A special court set up by Myanmar's military on Thursday sentenced deposed leader Aung San Suu Kyi and her former economic adviser, Australian Sean Turnell, to three years in prison for violation of the Official Secrets Act, local media reports said.

Since the military ousted Suu Kyi's democratically elected government in a February 2021 coup and detained her, she has been on trial on multiple charges and now faces 23 years in prison.

Aung San Suu Kyi. (Getty/Kyodo)

Three senior officials of her deposed administration involved in the alleged case were each given three-year sentences, according to the reports.

The court, which has conducted trials of Suu Kyi and others detained after the coup behind closed doors, has not detailed the defendants' exact offenses under the secrets law.

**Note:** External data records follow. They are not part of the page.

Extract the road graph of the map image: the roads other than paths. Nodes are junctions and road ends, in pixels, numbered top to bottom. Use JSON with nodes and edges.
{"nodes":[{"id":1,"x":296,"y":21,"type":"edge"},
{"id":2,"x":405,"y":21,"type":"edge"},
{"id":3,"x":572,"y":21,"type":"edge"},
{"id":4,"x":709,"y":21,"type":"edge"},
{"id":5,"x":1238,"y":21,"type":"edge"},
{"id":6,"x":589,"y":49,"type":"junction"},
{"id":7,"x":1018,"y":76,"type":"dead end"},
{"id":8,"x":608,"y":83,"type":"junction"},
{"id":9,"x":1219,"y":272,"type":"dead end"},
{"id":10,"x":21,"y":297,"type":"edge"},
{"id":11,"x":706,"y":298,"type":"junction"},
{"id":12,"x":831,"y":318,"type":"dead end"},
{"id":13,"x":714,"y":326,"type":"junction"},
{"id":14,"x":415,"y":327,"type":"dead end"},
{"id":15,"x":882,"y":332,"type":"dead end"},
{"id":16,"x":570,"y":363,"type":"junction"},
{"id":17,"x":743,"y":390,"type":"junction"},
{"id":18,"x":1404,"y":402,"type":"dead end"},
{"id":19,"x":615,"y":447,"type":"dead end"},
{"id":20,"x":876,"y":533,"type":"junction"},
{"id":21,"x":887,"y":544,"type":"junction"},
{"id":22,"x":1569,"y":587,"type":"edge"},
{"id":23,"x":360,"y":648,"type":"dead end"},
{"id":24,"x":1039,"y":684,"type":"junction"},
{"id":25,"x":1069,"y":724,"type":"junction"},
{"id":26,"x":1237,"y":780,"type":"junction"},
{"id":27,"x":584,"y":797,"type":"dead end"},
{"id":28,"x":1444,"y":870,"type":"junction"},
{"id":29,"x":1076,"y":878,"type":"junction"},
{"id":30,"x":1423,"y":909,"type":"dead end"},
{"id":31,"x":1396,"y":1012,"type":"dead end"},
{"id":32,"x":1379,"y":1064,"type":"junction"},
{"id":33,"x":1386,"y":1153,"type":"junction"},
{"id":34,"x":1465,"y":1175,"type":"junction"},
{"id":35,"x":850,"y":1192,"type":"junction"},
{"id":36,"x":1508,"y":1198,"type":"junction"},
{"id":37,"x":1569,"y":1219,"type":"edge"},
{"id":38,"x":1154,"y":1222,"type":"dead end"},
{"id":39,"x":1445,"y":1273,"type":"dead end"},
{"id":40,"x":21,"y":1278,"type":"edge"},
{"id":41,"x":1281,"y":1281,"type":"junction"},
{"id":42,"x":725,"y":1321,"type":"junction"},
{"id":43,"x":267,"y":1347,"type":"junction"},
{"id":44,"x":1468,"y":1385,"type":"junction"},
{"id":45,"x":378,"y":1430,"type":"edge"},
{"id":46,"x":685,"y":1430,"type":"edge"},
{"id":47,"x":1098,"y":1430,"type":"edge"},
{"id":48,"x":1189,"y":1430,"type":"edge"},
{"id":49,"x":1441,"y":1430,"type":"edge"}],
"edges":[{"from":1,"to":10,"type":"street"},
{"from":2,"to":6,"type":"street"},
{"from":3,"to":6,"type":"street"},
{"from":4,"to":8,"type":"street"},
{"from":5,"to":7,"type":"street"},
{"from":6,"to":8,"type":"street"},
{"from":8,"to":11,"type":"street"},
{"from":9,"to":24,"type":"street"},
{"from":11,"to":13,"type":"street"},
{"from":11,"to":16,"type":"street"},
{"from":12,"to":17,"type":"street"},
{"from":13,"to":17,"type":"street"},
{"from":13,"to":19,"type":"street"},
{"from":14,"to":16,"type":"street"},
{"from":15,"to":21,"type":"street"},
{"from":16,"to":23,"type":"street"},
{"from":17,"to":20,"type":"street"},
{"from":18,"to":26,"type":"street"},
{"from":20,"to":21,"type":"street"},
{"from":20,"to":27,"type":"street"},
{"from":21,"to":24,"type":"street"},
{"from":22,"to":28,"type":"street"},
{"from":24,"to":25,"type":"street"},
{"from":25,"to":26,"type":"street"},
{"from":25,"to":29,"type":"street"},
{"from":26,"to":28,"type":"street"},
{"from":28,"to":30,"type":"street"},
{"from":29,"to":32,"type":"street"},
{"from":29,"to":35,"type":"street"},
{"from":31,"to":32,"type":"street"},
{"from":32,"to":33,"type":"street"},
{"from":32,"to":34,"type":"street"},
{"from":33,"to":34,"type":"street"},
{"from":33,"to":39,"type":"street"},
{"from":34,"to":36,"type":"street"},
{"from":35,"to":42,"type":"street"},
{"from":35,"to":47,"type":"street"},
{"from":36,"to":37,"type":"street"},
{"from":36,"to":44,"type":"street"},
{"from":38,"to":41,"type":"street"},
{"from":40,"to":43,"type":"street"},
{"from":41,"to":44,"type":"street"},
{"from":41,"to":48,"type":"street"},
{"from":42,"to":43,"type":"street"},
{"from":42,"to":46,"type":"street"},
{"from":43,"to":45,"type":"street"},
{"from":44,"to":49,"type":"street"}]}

The law criminalizes possession, collection, recording, publication or sharing of state information that helps "an enemy."

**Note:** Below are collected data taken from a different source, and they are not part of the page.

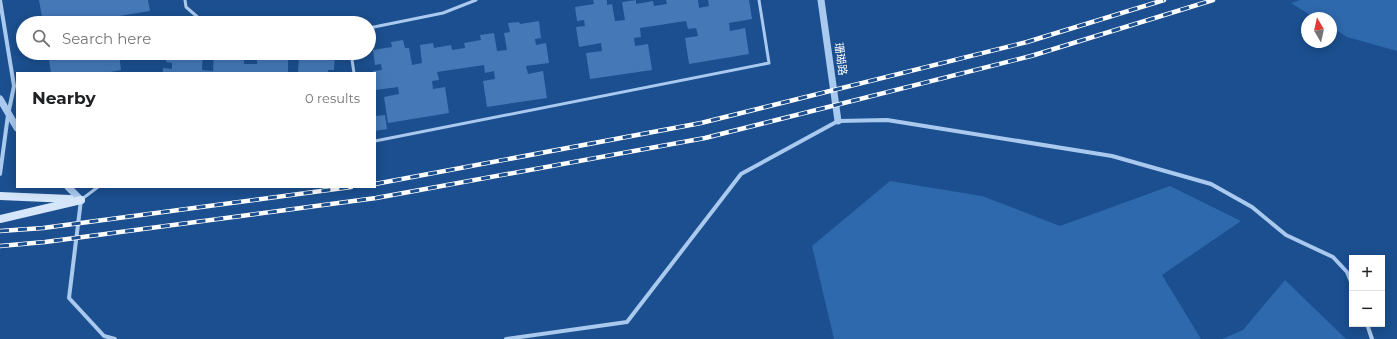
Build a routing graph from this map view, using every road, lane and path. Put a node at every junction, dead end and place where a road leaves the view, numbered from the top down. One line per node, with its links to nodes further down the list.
1 (0, 0): 11 (street)
2 (185, 0): 6 (lane)
3 (476, 0): 7 (lane)
4 (759, 0): 14 (lane)
5 (821, 0): 12 (street, 珊瑚路)
6 (196, 16)
7 (376, 27)
8 (352, 60): 9 (lane)
9 (354, 72)
10 (0, 99): 11 (street)
11 (8, 115): 13 (street); 15 (street)
12 (838, 121): 21 (street); 24 (street)
13 (16, 127)
14 (376, 141)
15 (0, 174)
16 (69, 188): 19 (street)
17 (97, 188): 19 (lane)
18 (0, 196): 19 (main road)
19 (81, 200): 20 (main road); 23 (street)
20 (0, 218)
21 (1349, 277)
22 (1368, 327): 25 (street)
23 (115, 339)
24 (506, 339)
25 (1372, 339)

Turnell, a professor at Macquarie University in Sydney, served as an adviser to Suu Kyi. He was arrested at a hotel in Yangon days after the coup and has been in detention since then.

Australian Foreign Minister Penny Wong said in a statement that Australia rejects the court's ruling and calls for the immediate release of Turnell, who she said had been "unjustly detained" by the military regime.

Australia's diplomats in Myanmar "made every effort to attend the verdict but were denied access to the court," Wong added.

Suu Kyi, the 77-year-old Nobel Peace laureate and an icon of opposition to the military, has already been convicted of incitement, corruption, violation of novel coronavirus regulations and the illegal import and use of walkie-talkies.